▸ **Exercise details**:
Nothing in the entries may be altered; copy them all exactly.

▸ **Data to examine**:
━━━━━━━━━━

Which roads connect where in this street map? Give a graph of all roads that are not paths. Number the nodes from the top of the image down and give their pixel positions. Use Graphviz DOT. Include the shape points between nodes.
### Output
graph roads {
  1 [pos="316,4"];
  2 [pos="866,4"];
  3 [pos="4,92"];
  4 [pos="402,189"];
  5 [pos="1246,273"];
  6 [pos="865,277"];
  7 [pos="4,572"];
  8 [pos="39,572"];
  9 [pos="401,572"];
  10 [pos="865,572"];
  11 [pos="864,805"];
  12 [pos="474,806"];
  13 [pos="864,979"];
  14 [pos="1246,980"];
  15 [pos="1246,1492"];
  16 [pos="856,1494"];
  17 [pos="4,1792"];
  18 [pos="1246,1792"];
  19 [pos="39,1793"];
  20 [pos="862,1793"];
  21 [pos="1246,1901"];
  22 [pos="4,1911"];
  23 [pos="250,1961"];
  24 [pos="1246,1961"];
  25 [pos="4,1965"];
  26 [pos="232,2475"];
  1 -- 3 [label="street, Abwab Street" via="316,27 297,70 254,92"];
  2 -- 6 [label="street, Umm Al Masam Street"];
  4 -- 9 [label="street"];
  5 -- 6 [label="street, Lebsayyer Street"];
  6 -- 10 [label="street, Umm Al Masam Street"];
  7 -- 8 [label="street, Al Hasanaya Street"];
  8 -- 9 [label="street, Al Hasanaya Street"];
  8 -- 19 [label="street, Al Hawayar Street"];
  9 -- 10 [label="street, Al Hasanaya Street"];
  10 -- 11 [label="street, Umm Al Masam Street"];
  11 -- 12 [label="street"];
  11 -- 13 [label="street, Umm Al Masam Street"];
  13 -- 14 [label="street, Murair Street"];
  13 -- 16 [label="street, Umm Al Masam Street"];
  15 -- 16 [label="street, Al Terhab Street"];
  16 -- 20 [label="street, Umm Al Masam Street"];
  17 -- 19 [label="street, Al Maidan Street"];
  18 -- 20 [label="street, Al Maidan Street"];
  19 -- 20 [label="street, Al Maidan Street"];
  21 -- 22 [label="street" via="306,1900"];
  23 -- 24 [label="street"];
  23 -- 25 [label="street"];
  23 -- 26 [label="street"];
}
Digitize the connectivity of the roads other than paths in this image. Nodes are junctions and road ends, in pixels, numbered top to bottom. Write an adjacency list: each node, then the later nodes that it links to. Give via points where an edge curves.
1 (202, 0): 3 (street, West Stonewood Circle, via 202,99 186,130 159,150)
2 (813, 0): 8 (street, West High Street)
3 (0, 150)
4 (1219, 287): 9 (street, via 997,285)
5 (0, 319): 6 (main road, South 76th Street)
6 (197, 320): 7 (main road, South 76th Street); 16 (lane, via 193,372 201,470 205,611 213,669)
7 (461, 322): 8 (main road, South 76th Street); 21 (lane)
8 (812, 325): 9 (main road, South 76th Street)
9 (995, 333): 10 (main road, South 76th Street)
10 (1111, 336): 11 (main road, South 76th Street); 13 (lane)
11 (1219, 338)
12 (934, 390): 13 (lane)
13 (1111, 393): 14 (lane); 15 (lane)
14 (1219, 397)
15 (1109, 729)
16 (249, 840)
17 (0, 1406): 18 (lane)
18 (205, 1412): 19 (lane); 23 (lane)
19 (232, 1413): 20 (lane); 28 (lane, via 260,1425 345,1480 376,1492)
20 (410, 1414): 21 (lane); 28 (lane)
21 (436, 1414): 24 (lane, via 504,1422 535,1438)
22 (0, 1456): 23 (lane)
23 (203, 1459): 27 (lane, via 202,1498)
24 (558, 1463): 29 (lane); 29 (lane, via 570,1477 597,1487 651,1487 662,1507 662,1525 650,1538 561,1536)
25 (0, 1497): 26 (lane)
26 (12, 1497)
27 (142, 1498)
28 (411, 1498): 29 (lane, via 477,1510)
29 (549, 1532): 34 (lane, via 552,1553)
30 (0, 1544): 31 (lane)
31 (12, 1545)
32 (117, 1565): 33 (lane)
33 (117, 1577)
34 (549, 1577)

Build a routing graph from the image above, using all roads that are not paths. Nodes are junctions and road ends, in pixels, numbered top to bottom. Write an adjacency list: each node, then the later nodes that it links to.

━━━━━━━━━━

▸ **Response to this task**:
Which roads connect where in this street map? Give a graph of all roads that are not paths. Number the nodes from the top of the image down and give their pixel positions. Use Graphviz DOT. Include the shape points between nodes.
### Output
graph roads {
  1 [pos="316,4"];
  2 [pos="866,4"];
  3 [pos="4,92"];
  4 [pos="402,189"];
  5 [pos="1246,273"];
  6 [pos="865,277"];
  7 [pos="4,572"];
  8 [pos="39,572"];
  9 [pos="401,572"];
  10 [pos="865,572"];
  11 [pos="864,805"];
  12 [pos="474,806"];
  13 [pos="864,979"];
  14 [pos="1246,980"];
  15 [pos="1246,1492"];
  16 [pos="856,1494"];
  17 [pos="4,1792"];
  18 [pos="1246,1792"];
  19 [pos="39,1793"];
  20 [pos="862,1793"];
  21 [pos="1246,1901"];
  22 [pos="4,1911"];
  23 [pos="250,1961"];
  24 [pos="1246,1961"];
  25 [pos="4,1965"];
  26 [pos="232,2475"];
  1 -- 3 [label="street, Abwab Street" via="316,27 297,70 254,92"];
  2 -- 6 [label="street, Umm Al Masam Street"];
  4 -- 9 [label="street"];
  5 -- 6 [label="street, Lebsayyer Street"];
  6 -- 10 [label="street, Umm Al Masam Street"];
  7 -- 8 [label="street, Al Hasanaya Street"];
  8 -- 9 [label="street, Al Hasanaya Street"];
  8 -- 19 [label="street, Al Hawayar Street"];
  9 -- 10 [label="street, Al Hasanaya Street"];
  10 -- 11 [label="street, Umm Al Masam Street"];
  11 -- 12 [label="street"];
  11 -- 13 [label="street, Umm Al Masam Street"];
  13 -- 14 [label="street, Murair Street"];
  13 -- 16 [label="street, Umm Al Masam Street"];
  15 -- 16 [label="street, Al Terhab Street"];
  16 -- 20 [label="street, Umm Al Masam Street"];
  17 -- 19 [label="street, Al Maidan Street"];
  18 -- 20 [label="street, Al Maidan Street"];
  19 -- 20 [label="street, Al Maidan Street"];
  21 -- 22 [label="street" via="306,1900"];
  23 -- 24 [label="street"];
  23 -- 25 [label="street"];
  23 -- 26 [label="street"];
}
Digitize the connectivity of the roads other than paths in this image. Nodes are junctions and road ends, in pixels, numbered top to bottom. Write an adjacency list: each node, then the later nodes that it links to. Give via points where an edge curves.
1 (202, 0): 3 (street, West Stonewood Circle, via 202,99 186,130 159,150)
2 (813, 0): 8 (street, West High Street)
3 (0, 150)
4 (1219, 287): 9 (street, via 997,285)
5 (0, 319): 6 (main road, South 76th Street)
6 (197, 320): 7 (main road, South 76th Street); 16 (lane, via 193,372 201,470 205,611 213,669)
7 (461, 322): 8 (main road, South 76th Street); 21 (lane)
8 (812, 325): 9 (main road, South 76th Street)
9 (995, 333): 10 (main road, South 76th Street)
10 (1111, 336): 11 (main road, South 76th Street); 13 (lane)
11 (1219, 338)
12 (934, 390): 13 (lane)
13 (1111, 393): 14 (lane); 15 (lane)
14 (1219, 397)
15 (1109, 729)
16 (249, 840)
17 (0, 1406): 18 (lane)
18 (205, 1412): 19 (lane); 23 (lane)
19 (232, 1413): 20 (lane); 28 (lane, via 260,1425 345,1480 376,1492)
20 (410, 1414): 21 (lane); 28 (lane)
21 (436, 1414): 24 (lane, via 504,1422 535,1438)
22 (0, 1456): 23 (lane)
23 (203, 1459): 27 (lane, via 202,1498)
24 (558, 1463): 29 (lane); 29 (lane, via 570,1477 597,1487 651,1487 662,1507 662,1525 650,1538 561,1536)
25 (0, 1497): 26 (lane)
26 (12, 1497)
27 (142, 1498)
28 (411, 1498): 29 (lane, via 477,1510)
29 (549, 1532): 34 (lane, via 552,1553)
30 (0, 1544): 31 (lane)
31 (12, 1545)
32 (117, 1565): 33 (lane)
33 (117, 1577)
34 (549, 1577)

Build a routing graph from the image above, using all roads that are not paths. Nodes are junctions and road ends, in pixels, numbered top to bottom. Write an adjacency list: each node, then the later nodes that it links to.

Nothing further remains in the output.